To deal with the article, let's note this comment by Democratic Senator John D. Rockefeller (in defense of Negroponte presumably):
People grow and change over 20 years.
Do they? They may. That presumes of course that they are alive. Certainly the vicitims of the death squads haven't been able to grow and change over 20 years. That opportunity for change and growth was taken from them, wasn't it? As Rockefeller hurries over to the sunny side of the street, he apparently doesn't notice that he dropped his common sense along the way.

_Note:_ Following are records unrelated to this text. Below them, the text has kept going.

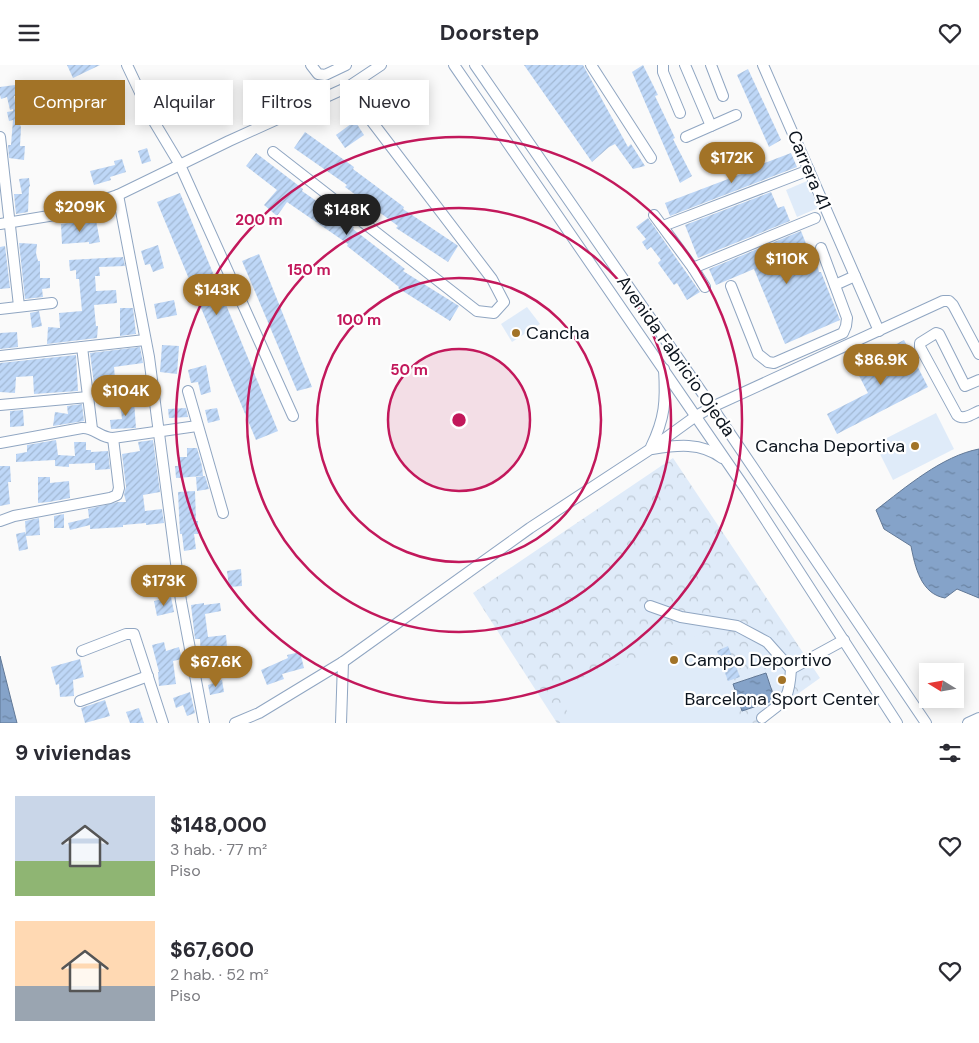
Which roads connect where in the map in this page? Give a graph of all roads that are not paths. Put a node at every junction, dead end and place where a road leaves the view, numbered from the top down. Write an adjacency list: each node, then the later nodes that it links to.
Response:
1 (127, 65): 23 (street)
2 (311, 65): 3 (street)
3 (346, 65)
4 (381, 65): 12 (street)
5 (454, 65): 44 (street, Avenida Fabricio Ojeda)
6 (475, 65): 49 (street, Avenida Fabricio Ojeda)
7 (591, 65): 22 (street)
8 (663, 65): 15 (street)
9 (685, 65): 18 (street)
10 (711, 65): 14 (street)
11 (763, 65): 24 (street, Carrera 41)
12 (358, 80)
13 (340, 91): 23 (street)
14 (723, 95)
15 (680, 113)
16 (736, 115): 18 (street)
17 (375, 125): 21 (street)
18 (712, 125): 20 (street)
19 (0, 137): 28 (street)
20 (686, 137)
21 (274, 152)
22 (651, 158)
23 (180, 165): 25 (street); 51 (street)
24 (809, 170): 29 (street); 32 (street, Carrera 41)
25 (118, 195): 28 (street); 40 (street)
26 (654, 215): 29 (street)
27 (815, 218): 31 (street)
28 (5, 224): 37 (street)
29 (663, 226): 31 (street)
30 (821, 248): 33 (street)
31 (693, 268): 35 (street)
32 (855, 276): 33 (street); 39 (street, Carrera 41)
33 (836, 285): 34 (street)
34 (731, 286)
35 (705, 287)
36 (52, 303): 37 (street)
37 (19, 307): 38 (street)
38 (0, 309)
39 (879, 331): 42 (street); 49 (street)
40 (146, 340): 41 (street); 55 (street)
41 (82, 347): 43 (street); 47 (street)
42 (979, 354)
43 (0, 356)
44 (664, 369): 52 (street, Avenida Fabricio Ojeda); 58 (street)
45 (979, 380): 50 (street)
46 (188, 391): 53 (street)
47 (88, 397): 48 (street); 54 (street)
48 (0, 405)
49 (712, 407): 52 (street); 77 (street, Avenida Fabricio Ojeda)
50 (979, 411)
51 (293, 416)
52 (696, 416): 58 (street); 59 (street, Avenida Fabricio Ojeda)
53 (197, 426): 55 (street); 60 (street)
54 (92, 429): 56 (street); 57 (street)
55 (159, 431): 56 (street); 73 (street)
56 (113, 438): 61 (street)
57 (0, 443)
58 (649, 450): 59 (street); 65 (street)
59 (728, 462): 63 (street, Avenida Fabricio Ojeda)
60 (223, 513)
61 (0, 521)
62 (650, 606): 66 (street)
63 (844, 640): 66 (street); 76 (street, Avenida Fabricio Ojeda)
64 (82, 651): 67 (street)
65 (343, 662): 69 (street); 75 (street)
66 (791, 669): 70 (street)
67 (148, 676): 68 (street); 72 (street)
68 (80, 701)
69 (259, 718): 74 (street)
70 (762, 718)
71 (979, 718): 78 (street)
72 (163, 723)
73 (204, 723)
74 (235, 723)
75 (341, 723)
76 (897, 723)
77 (926, 723)
78 (968, 723)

He was probably in too much of a rush to join the beckoning Democratic Senator Chris Dodd who, according to the Times, "issued a statement on Thursday praising him [Negroponte] and not mentioning Honduras."
From the article:
As the first director of national intelligence, Mr. Negroponte would oversee the C.I.A. and the other 14 agencies that are part of the nation's estimated $40 billion spying enterprise. . . . The C.I.A. and military are also under intense scrutiny because of evidence that detainees in Afghanistan, Iraq and elsewhere have been tortured in questioning and in a few cases have died in custody. Questions have also been raised about whether the intelligence agency has handed over prisoners to third countries, where they might be tortured.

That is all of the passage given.